DIRECTIONS –
Quote exactly, and only, the lines of the material below from the line with "div /now exch def" through the line with "4 setmiterlimit".

═══ RECORD EXTRACTS

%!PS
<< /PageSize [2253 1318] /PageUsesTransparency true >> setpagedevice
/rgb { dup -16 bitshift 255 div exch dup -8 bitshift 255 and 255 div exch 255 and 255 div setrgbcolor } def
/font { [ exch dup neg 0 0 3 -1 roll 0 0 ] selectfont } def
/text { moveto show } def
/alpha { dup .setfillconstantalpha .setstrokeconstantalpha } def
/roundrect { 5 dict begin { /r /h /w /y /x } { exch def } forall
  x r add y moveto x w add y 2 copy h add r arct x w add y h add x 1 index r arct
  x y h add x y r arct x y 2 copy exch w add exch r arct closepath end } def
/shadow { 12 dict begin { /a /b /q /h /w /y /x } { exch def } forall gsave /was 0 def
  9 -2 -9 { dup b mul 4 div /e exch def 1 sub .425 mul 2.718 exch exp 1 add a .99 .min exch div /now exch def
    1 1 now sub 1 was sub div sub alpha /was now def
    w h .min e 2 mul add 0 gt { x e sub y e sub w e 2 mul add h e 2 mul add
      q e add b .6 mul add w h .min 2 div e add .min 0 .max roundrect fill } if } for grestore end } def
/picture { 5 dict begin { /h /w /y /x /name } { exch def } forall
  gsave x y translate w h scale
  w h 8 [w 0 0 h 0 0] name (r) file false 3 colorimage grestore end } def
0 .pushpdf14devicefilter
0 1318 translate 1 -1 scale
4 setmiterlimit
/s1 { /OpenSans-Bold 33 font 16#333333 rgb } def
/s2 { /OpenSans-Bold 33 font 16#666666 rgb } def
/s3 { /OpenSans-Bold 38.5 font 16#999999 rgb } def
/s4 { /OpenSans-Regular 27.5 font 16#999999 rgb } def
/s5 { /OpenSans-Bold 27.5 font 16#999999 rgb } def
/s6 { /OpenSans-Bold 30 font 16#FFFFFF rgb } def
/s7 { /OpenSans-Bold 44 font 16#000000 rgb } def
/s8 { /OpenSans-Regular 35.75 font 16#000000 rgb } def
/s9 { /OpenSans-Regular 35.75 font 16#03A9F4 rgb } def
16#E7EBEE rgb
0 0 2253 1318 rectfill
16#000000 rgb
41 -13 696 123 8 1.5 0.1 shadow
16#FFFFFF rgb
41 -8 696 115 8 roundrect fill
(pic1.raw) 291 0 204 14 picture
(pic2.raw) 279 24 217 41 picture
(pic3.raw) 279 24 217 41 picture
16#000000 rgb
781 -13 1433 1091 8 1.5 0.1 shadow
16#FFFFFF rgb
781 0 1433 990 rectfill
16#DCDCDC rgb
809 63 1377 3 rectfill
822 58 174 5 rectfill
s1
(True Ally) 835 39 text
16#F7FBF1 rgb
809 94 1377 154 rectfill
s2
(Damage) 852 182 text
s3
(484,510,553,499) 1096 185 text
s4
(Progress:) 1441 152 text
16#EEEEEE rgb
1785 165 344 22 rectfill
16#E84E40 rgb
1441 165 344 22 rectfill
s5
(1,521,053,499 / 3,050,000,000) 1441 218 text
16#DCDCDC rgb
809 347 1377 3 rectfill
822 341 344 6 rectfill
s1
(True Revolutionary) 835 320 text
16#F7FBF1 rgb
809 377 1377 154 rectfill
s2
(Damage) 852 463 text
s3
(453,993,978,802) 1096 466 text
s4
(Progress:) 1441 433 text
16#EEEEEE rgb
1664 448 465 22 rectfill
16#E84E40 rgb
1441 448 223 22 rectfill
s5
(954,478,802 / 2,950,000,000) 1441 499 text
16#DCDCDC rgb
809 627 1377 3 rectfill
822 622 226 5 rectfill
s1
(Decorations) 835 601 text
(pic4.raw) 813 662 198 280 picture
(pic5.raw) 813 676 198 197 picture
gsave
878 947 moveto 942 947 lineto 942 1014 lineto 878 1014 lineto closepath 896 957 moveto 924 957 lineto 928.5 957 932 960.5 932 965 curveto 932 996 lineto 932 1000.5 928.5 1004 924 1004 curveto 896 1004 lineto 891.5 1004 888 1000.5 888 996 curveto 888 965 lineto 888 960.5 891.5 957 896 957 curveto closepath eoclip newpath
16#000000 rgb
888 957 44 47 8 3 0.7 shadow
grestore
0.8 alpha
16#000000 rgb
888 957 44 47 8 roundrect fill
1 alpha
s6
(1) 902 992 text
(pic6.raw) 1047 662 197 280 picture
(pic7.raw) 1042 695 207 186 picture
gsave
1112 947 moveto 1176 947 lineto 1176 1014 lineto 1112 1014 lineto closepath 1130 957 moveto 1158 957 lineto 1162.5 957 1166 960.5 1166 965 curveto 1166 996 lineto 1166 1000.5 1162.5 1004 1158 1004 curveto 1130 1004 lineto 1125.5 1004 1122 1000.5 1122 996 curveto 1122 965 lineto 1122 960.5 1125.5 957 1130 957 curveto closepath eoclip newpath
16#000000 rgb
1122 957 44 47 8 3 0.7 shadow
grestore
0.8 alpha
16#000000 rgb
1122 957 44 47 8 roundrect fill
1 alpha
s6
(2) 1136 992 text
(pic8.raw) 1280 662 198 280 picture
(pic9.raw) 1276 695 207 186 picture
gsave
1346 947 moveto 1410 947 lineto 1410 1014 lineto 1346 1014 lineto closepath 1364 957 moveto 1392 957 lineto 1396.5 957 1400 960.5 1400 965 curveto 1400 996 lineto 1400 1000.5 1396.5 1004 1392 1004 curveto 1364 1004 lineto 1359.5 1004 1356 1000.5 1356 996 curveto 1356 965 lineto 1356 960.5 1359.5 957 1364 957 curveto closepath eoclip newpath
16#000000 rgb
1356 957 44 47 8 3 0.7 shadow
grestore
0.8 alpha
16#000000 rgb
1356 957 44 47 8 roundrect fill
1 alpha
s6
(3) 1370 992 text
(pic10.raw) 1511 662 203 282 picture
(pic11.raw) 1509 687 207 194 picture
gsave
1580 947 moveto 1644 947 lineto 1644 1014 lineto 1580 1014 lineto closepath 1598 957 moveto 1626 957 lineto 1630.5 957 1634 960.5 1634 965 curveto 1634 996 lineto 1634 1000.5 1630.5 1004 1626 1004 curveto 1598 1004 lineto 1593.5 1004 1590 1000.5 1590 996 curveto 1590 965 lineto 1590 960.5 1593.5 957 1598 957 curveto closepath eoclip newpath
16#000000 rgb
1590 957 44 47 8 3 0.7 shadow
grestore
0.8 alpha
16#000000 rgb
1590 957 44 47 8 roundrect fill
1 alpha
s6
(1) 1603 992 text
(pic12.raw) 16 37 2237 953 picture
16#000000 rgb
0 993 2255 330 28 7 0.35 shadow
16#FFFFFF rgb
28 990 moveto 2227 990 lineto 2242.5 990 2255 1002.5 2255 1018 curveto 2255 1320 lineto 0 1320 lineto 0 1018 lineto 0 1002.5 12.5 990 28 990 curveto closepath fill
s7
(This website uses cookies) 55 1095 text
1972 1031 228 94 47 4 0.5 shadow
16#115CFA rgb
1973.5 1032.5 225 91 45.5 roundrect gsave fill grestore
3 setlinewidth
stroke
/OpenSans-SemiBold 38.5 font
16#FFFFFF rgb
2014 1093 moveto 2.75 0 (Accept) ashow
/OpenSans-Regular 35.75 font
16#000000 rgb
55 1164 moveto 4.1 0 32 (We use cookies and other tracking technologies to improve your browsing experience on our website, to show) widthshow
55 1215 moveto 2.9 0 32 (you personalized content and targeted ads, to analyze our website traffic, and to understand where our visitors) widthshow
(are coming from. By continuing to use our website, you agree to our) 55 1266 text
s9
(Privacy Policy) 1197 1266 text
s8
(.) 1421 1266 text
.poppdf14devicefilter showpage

══════
═══ RECORD EXTRACTS

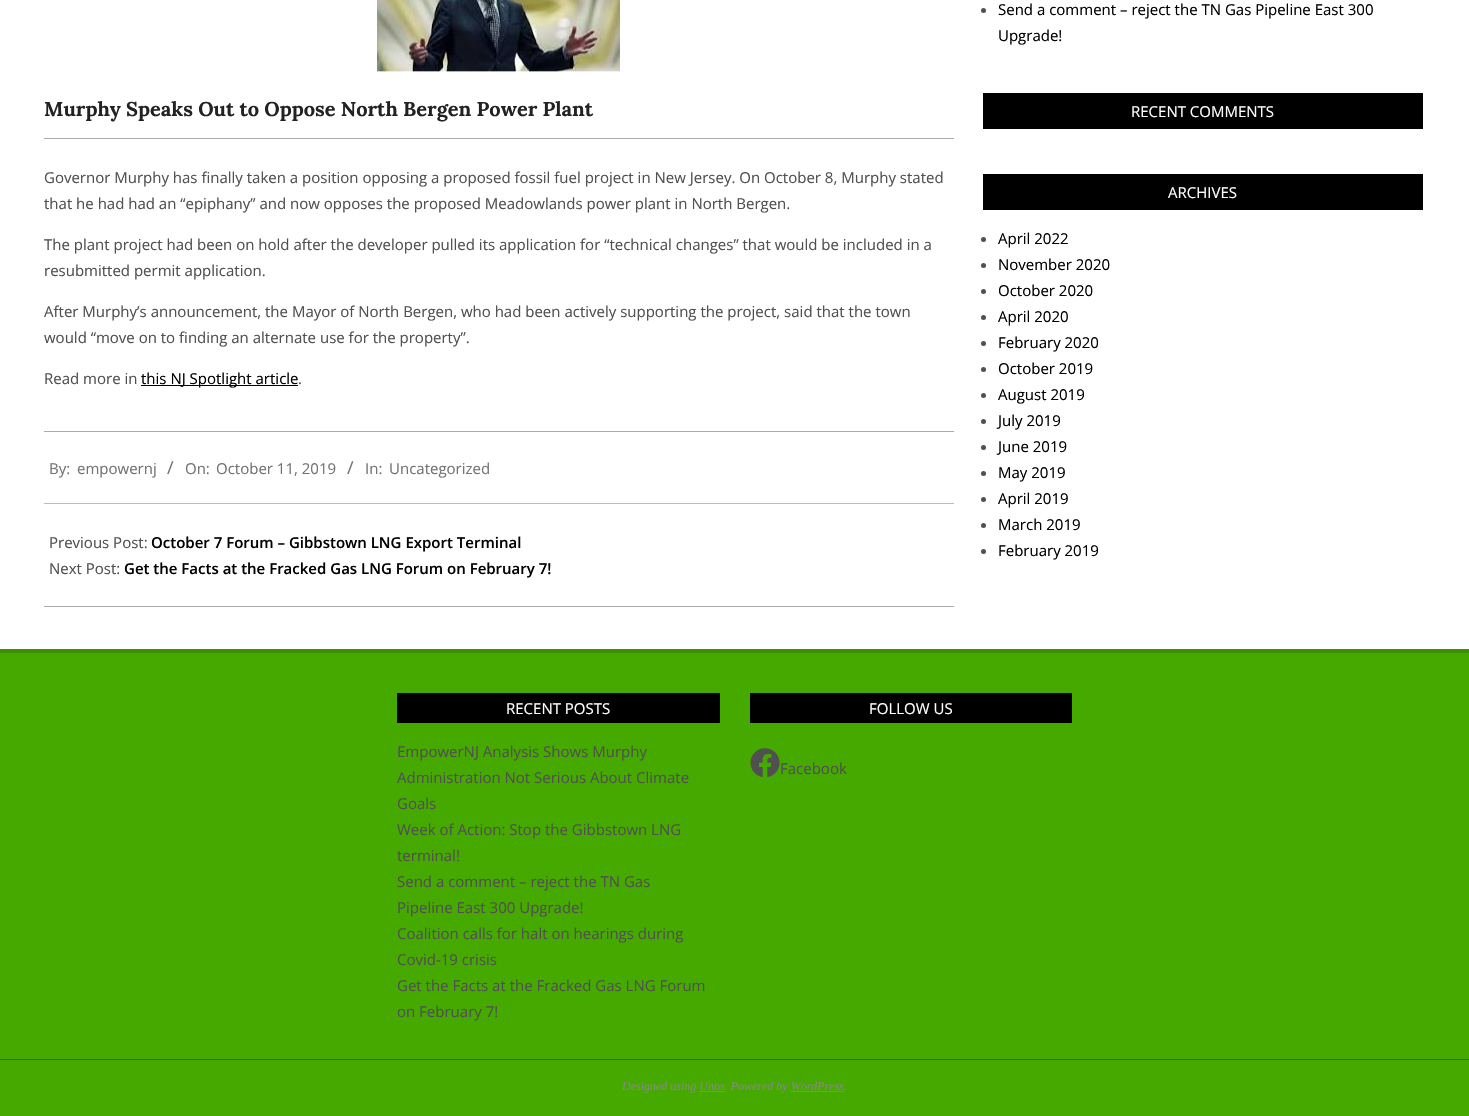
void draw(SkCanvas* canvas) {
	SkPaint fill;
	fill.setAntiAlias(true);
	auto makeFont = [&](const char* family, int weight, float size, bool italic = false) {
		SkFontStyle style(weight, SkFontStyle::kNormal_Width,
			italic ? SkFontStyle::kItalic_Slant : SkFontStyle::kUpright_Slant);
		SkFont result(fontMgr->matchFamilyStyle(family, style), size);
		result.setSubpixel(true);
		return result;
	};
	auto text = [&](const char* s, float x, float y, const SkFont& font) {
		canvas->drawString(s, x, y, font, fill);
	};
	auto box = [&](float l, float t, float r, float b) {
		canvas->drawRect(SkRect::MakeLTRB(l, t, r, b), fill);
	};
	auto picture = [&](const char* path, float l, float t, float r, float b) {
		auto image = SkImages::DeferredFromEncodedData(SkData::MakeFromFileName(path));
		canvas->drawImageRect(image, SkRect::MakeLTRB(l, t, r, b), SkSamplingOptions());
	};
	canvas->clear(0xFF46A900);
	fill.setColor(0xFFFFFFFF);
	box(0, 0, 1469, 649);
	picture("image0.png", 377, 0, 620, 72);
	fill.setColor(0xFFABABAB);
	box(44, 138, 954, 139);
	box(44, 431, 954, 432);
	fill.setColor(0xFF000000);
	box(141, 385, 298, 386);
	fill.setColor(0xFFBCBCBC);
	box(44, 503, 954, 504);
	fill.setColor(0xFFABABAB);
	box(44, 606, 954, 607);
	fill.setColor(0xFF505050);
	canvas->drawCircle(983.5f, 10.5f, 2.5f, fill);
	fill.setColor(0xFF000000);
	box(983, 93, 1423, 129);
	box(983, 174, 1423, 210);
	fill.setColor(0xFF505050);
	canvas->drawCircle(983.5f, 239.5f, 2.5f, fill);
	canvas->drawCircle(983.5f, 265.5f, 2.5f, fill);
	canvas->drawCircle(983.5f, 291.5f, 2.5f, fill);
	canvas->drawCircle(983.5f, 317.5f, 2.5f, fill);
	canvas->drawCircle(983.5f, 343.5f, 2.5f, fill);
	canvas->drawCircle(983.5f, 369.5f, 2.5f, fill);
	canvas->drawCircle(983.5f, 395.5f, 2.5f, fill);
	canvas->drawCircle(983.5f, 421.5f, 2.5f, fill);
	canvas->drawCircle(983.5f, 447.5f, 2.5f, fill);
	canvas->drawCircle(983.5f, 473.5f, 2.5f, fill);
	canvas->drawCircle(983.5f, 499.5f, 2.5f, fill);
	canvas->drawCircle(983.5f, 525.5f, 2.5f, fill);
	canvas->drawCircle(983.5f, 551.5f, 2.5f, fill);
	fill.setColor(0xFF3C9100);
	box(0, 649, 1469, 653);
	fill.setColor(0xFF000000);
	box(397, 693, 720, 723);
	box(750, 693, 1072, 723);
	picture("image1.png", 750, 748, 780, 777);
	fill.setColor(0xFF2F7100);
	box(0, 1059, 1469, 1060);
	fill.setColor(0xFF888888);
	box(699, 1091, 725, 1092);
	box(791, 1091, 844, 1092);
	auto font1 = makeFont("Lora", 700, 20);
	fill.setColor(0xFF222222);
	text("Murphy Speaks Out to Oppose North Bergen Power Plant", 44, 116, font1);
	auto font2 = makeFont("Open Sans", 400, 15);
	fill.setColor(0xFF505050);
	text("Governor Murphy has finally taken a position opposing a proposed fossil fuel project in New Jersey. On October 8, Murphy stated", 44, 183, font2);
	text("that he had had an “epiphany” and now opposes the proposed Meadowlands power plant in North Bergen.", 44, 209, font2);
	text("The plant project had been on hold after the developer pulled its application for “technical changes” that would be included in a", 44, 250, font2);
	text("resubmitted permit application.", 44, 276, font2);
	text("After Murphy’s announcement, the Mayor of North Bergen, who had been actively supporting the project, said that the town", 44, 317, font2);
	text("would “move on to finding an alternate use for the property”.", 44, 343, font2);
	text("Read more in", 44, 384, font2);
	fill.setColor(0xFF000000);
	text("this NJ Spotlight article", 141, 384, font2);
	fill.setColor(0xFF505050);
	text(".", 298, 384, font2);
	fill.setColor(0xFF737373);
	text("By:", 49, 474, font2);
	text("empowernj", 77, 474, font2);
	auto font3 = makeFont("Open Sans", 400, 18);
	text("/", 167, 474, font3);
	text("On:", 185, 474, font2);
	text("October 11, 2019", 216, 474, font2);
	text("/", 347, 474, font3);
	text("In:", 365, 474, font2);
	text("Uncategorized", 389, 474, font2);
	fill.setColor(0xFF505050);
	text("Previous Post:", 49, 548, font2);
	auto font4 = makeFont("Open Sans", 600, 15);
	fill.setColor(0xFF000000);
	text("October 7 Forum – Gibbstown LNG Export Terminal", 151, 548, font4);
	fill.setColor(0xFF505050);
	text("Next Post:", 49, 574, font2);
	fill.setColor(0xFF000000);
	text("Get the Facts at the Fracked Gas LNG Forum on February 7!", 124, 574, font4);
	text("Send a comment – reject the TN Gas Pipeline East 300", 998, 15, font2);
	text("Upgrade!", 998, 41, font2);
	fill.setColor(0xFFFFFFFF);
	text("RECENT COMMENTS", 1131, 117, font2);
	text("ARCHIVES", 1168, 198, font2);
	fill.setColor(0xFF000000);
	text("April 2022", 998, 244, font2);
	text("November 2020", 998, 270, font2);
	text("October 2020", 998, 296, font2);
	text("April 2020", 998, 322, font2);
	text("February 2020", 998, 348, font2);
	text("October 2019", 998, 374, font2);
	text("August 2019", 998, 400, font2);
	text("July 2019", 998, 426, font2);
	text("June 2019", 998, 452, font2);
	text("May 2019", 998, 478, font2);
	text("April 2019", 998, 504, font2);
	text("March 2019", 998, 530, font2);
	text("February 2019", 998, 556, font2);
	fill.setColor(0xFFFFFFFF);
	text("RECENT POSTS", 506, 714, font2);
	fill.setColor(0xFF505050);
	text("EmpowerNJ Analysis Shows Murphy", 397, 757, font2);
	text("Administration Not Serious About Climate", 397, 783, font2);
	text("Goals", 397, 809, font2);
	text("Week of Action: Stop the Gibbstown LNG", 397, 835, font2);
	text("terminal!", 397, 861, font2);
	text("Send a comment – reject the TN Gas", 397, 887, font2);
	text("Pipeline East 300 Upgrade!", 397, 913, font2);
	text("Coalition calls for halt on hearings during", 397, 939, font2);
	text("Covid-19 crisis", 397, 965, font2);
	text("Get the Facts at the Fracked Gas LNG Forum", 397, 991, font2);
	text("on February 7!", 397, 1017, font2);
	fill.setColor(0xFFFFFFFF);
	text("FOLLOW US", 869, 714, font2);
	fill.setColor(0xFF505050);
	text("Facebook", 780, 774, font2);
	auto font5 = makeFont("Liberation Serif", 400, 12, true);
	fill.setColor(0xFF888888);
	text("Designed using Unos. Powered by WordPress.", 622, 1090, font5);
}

══════

RESPONSE FOR THIS EXERCISE –
  9 -2 -9 { dup b mul 4 div /e exch def 1 sub .425 mul 2.718 exch exp 1 add a .99 .min exch div /now exch def
    1 1 now sub 1 was sub div sub alpha /was now def
    w h .min e 2 mul add 0 gt { x e sub y e sub w e 2 mul add h e 2 mul add
      q e add b .6 mul add w h .min 2 div e add .min 0 .max roundrect fill } if } for grestore end } def
/picture { 5 dict begin { /h /w /y /x /name } { exch def } forall
  gsave x y translate w h scale
  w h 8 [w 0 0 h 0 0] name (r) file false 3 colorimage grestore end } def
0 .pushpdf14devicefilter
0 1318 translate 1 -1 scale
4 setmiterlimit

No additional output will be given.